OBJECTIVE: Untreated perinatal HIV-1 infection is often associated with rapid disease progression in children with HIV (CWH), characterised by a high viral loads and early mortality. TRIM22 is a host restriction factor which directly inhibits HIV-1 transcription, and with genotype variation reported as associated disease progression in adults. We tested the hypothesis that TRIM22 genotype is associated with disease progression in CWH. DESIGN: ART-naïve CWH, aged 6 to 16 years, were recruited from primary care clinics in Harare, Zimbabwe. We performed a candidate gene association study of TRIM22 genotype and haplotypes with markers of disease progression and indicators of advanced disease. METHODS: TRIM22 exons three and four were sequenced by Sanger sequencing and single nucleotide polymorphisms were associated with markers of disease progression (CD4+ T cell count and viral load) and clinical indicators of advanced HIV disease (presence of stunting and chronic diarrhoea). Associations were tested using multivariate linear and logistic regression models. RESULTS: A total of 241 children, median age 11.4 years, 49% female, were included. Stunting was present in 16% of participants.

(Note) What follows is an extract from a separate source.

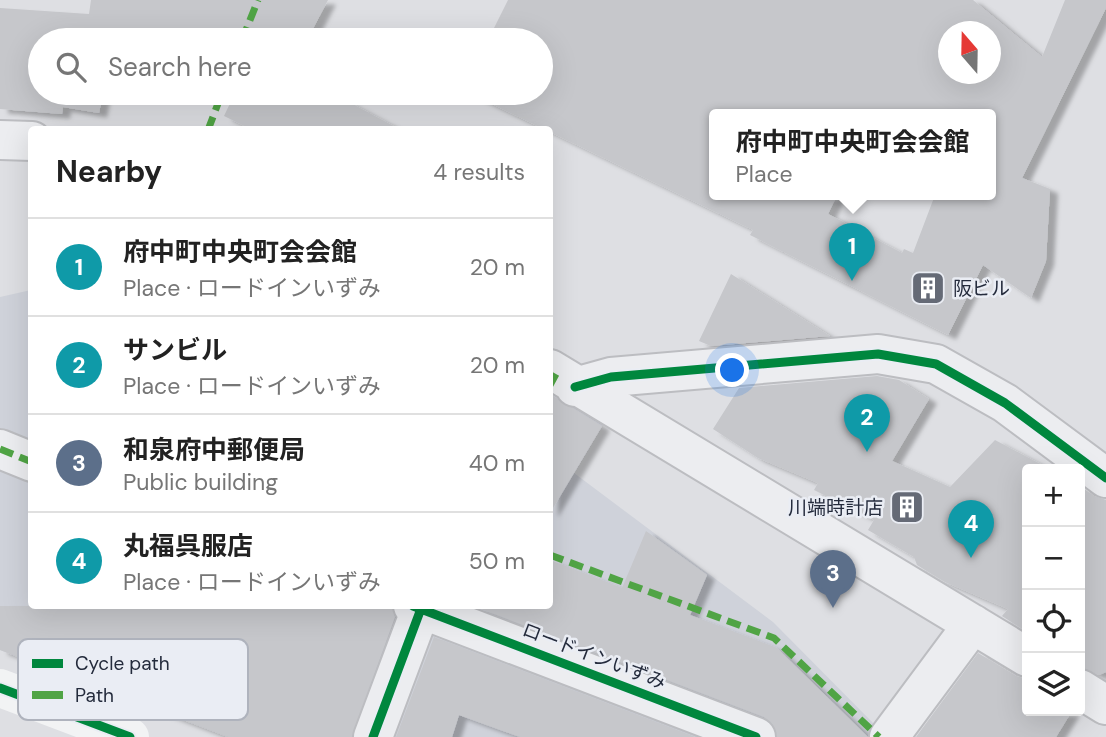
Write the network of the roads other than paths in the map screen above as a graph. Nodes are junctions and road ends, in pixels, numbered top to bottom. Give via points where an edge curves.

Five SNPs were analysed including rs7935564, rs2291842, rs78484876, rs1063303 and rs61735273. The median CD4+ count was 342 (IQR: 195 - 533) cells/μL and median HIV-1 viral load 34 199 (IQR: 8211 – 90 662) IU/mL. TRIM22 genotype and haplotypes were not associated with CD4+ T cell count, HIV-1 viral load, stunting or chronic diarrhoea. CONCLUSION: TRIM22 genotype was not associated with markers of HIV disease progression markers or advanced disease in CWH.